With his new Insomniac Landscapes, Philippe Cognée once again demonstrates the power of his practice: a combination between his unconditional love of figurative painting, its rich history and unlimited formal potential, with the unwavering gaze of a contemporary man facing a world more disenchanted than ever.
For many years, Philippe Cognée has been tackling subjects often associated with the banality and ugliness of our civilization - supermarkets, highways, impersonal architecture - magnifying them through his technique of wax paint, which, once melted and crushed, creates a striking and unique effect of blur. In a nod to video, digital technology and the hypervigilance of Google Earth, his paintings offer a deconstruction of the contemporary gaze. They explore the notion of "recognizable", of memory and oblivion, in an existential questioning on the “exhaustion of images”.
Philippe Cognée has now chosen to unfurl rural landscapes on the gallery walls. While his fields of poppies and sunflowers inescapably evoke the outdoors so cherished by the Impressionists, from Monet to Van Gogh, the scenery shapes a far more stifling reality. Cut into diptychs or triptychs, strangely deserted, frozen in an ambiguous light, these pieces of familiar countryside are as fascinating as they are disturbing. Their apparent immutability, criss-crossed by vivid or even incongruous colours, their dripping or scratched surfaces, suggest a resistance; resistance against realism, resistance against superficiality in the literal and figurative sense. Farmlands go back to nature and turn wild, forests seem haunted. Their majesty contrasts with a feeling of imminent disappearance, each landscape bearing witness to an irreconcilable misunderstanding between nature and humanity.
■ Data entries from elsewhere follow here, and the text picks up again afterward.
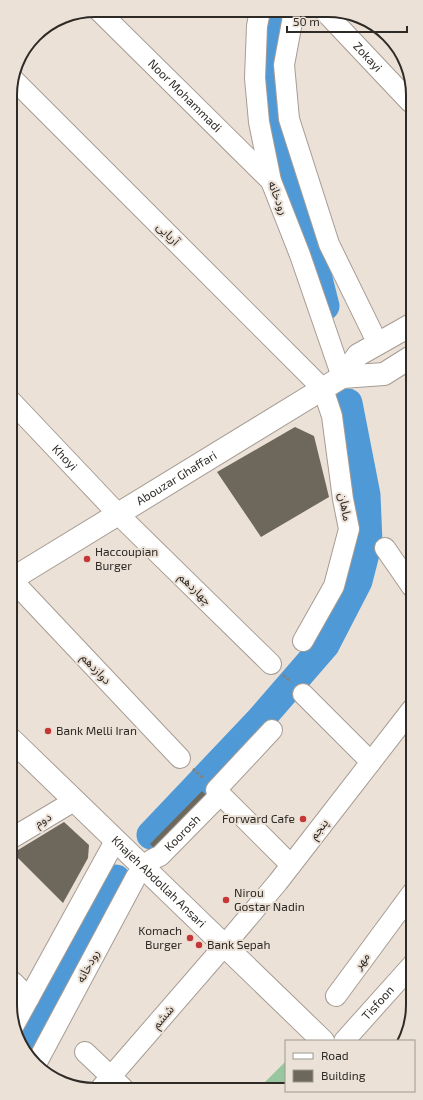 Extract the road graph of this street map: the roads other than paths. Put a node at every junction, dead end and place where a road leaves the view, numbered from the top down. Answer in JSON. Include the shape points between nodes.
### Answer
{"nodes":[{"id":1,"x":105,"y":17,"type":"edge"},
{"id":2,"x":259,"y":17,"type":"edge"},
{"id":3,"x":293,"y":17,"type":"edge"},
{"id":4,"x":330,"y":17,"type":"edge"},
{"id":5,"x":18,"y":84,"type":"edge"},
{"id":6,"x":406,"y":98,"type":"edge"},
{"id":7,"x":271,"y":181,"type":"junction"},
{"id":8,"x":406,"y":328,"type":"edge"},
{"id":9,"x":378,"y":344,"type":"junction"},
{"id":10,"x":406,"y":361,"type":"edge"},
{"id":11,"x":342,"y":377,"type":"junction"},
{"id":12,"x":323,"y":389,"type":"junction"},
{"id":13,"x":17,"y":407,"type":"edge"},
{"id":14,"x":118,"y":514,"type":"junction"},
{"id":15,"x":385,"y":548,"type":"dead end"},
{"id":16,"x":17,"y":577,"type":"edge"},
{"id":17,"x":406,"y":578,"type":"edge"},
{"id":18,"x":17,"y":585,"type":"edge"},
{"id":19,"x":302,"y":641,"type":"dead end"},
{"id":20,"x":272,"y":664,"type":"road end"},
{"id":21,"x":303,"y":694,"type":"road end"},
{"id":22,"x":406,"y":717,"type":"edge"},
{"id":23,"x":272,"y":730,"type":"dead end"},
{"id":24,"x":17,"y":745,"type":"edge"},
{"id":25,"x":180,"y":758,"type":"road end"},
{"id":26,"x":370,"y":762,"type":"junction"},
{"id":27,"x":218,"y":793,"type":"junction"},
{"id":28,"x":74,"y":801,"type":"junction"},
{"id":29,"x":17,"y":835,"type":"edge"},
{"id":30,"x":115,"y":841,"type":"junction"},
{"id":31,"x":291,"y":865,"type":"junction"},
{"id":32,"x":142,"y":867,"type":"junction"},
{"id":33,"x":406,"y":901,"type":"edge"},
{"id":34,"x":224,"y":946,"type":"junction"},
{"id":35,"x":406,"y":972,"type":"edge"},
{"id":36,"x":17,"y":986,"type":"edge"},
{"id":37,"x":336,"y":996,"type":"dead end"},
{"id":38,"x":29,"y":998,"type":"junction"},
{"id":39,"x":18,"y":1017,"type":"edge"},
{"id":40,"x":322,"y":1040,"type":"edge"},
{"id":41,"x":345,"y":1040,"type":"edge"},
{"id":42,"x":85,"y":1052,"type":"dead end"},
{"id":43,"x":39,"y":1059,"type":"edge"},
{"id":44,"x":111,"y":1083,"type":"edge"},
{"id":45,"x":113,"y":1083,"type":"edge"}],
"edges":[{"from":1,"to":7,"type":"street","name":"Noor Mohammadi"},
{"from":2,"to":7,"type":"street","name":"رودخانه","via":[[255,78],[259,122]]},
{"from":3,"to":9,"type":"street","via":[[284,65],[289,119],[329,244]]},
{"from":4,"to":6,"type":"street","name":"Zokayi"},
{"from":5,"to":12,"type":"street","name":"آریایی"},
{"from":7,"to":11,"type":"street","name":"رودخانه","via":[[300,255]]},
{"from":8,"to":9,"type":"main road","name":"Abouzar Ghaffari"},
{"from":9,"to":11,"type":"main road","name":"Abouzar Ghaffari","via":[[358,355]]},
{"from":10,"to":11,"type":"main road","name":"Abouzar Ghaffari","via":[[384,374]]},
{"from":11,"to":12,"type":"main road","name":"Abouzar Ghaffari"},
{"from":12,"to":14,"type":"main road","name":"Abouzar Ghaffari"},
{"from":12,"to":19,"type":"street","name":"ماهان","via":[[332,416],[349,530],[334,586]]},
{"from":13,"to":14,"type":"street","name":"Khoyi"},
{"from":14,"to":16,"type":"main road","name":"Abouzar Ghaffari"},
{"from":14,"to":20,"type":"street","name":"چهاردهم"},
{"from":15,"to":17,"type":"street"},
{"from":18,"to":25,"type":"street","name":"دوازدهم"},
{"from":21,"to":26,"type":"street"},
{"from":22,"to":26,"type":"street","name":"پنجم"},
{"from":23,"to":27,"type":"street","name":"Koorosh"},
{"from":24,"to":28,"type":"main road","name":"Khajeh Abdollah Ansari"},
{"from":26,"to":31,"type":"street","name":"پنجم"},
{"from":27,"to":31,"type":"street"},
{"from":27,"to":32,"type":"street","name":"Koorosh","via":[[160,856],[151,859]]},
{"from":28,"to":29,"type":"street","name":"دوم"},
{"from":28,"to":30,"type":"main road","name":"Khajeh Abdollah Ansari"},
{"from":30,"to":32,"type":"main road","name":"Khajeh Abdollah Ansari"},
{"from":30,"to":38,"type":"street"},
{"from":31,"to":34,"type":"street","name":"پنجم"},
{"from":32,"to":34,"type":"main road","name":"Khajeh Abdollah Ansari"},
{"from":32,"to":43,"type":"street","name":"رودخانه"},
{"from":33,"to":37,"type":"street","name":"مهر"},
{"from":34,"to":40,"type":"main road","name":"Khajeh Abdollah Ansari"},
{"from":34,"to":45,"type":"street","name":"ششم"},
{"from":35,"to":41,"type":"street","name":"Tisfoon"},
{"from":36,"to":38,"type":"street"},
{"from":38,"to":39,"type":"street"},
{"from":42,"to":44,"type":"street"}]}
A subtle commentary on the changes affecting the rural world as well as our relationship with the environment, this series mirrors the climate anxiety that has now gripped our societies. There is no possibility of rest in these sleepless landscapes, neither for nature nor the viewer nor the painter. Nature, obeying its own laws, seems to be slipping away and the artist, stunned by so much beauty about to perish, leaves viewers to grapple with their own dilemma: to contemplate the apocalypse or to act.
Born in 1957, Philippe Cognée works in Nantes and Paris. A Villa Medici’s laureate in 1990 and nominated for the Prix Marcel Duchamp in 2004, Philippe Cognée spent many years teaching at the Paris Ecole Nationale Supérieure des Beaux Arts, where he trained a new generation of young figurative painters.
His work has been the subject of numerous solo exhibitions, including at Geneva's MAMCO (2006), the Haute-Normandie FRAC (2007), Musée de Grenoble (2013), Château de Chambord (2014), Fondation Fernet-Branca in Saint Louis (2016) and Domaine de Chaumont-sur-Loire (2020). It also features in a great many museum collections, such as at the Musée National d’Art Moderne - Centre Pompidou, Fondation Cartier and Collection Louis Vuitton in Paris as well as the Museum Ludwig in Cologne, Musée Cantonal des Beaux-Arts in Lausanne and Musée de la Chasse et de la Nature in Paris, which has recently commissioned two large-scale landscapes.
His work is currently on display at Thonon-les-Bains-Chapelle de la Visitation until 24 September 2022, and will be exhibited as part of De la Nature at the Musée de Grenoble from 21 October 2022 to 14 March mars 2023 alongside work by Cristina Iglesias, Wolfgang Laib and Giuseppe Penone.
For spring 2023, he has been invited for a major solo exhibition at the newly renovated Musée Bourdelle followed by a show at the Musée de L'Orangerie, both in Paris. The Musée des Beaux-Arts in Le Mans will be holding a solo exhibition of his work from May to October 2023.
Philippe Cognée has been represented by Galerie Templon since 2002.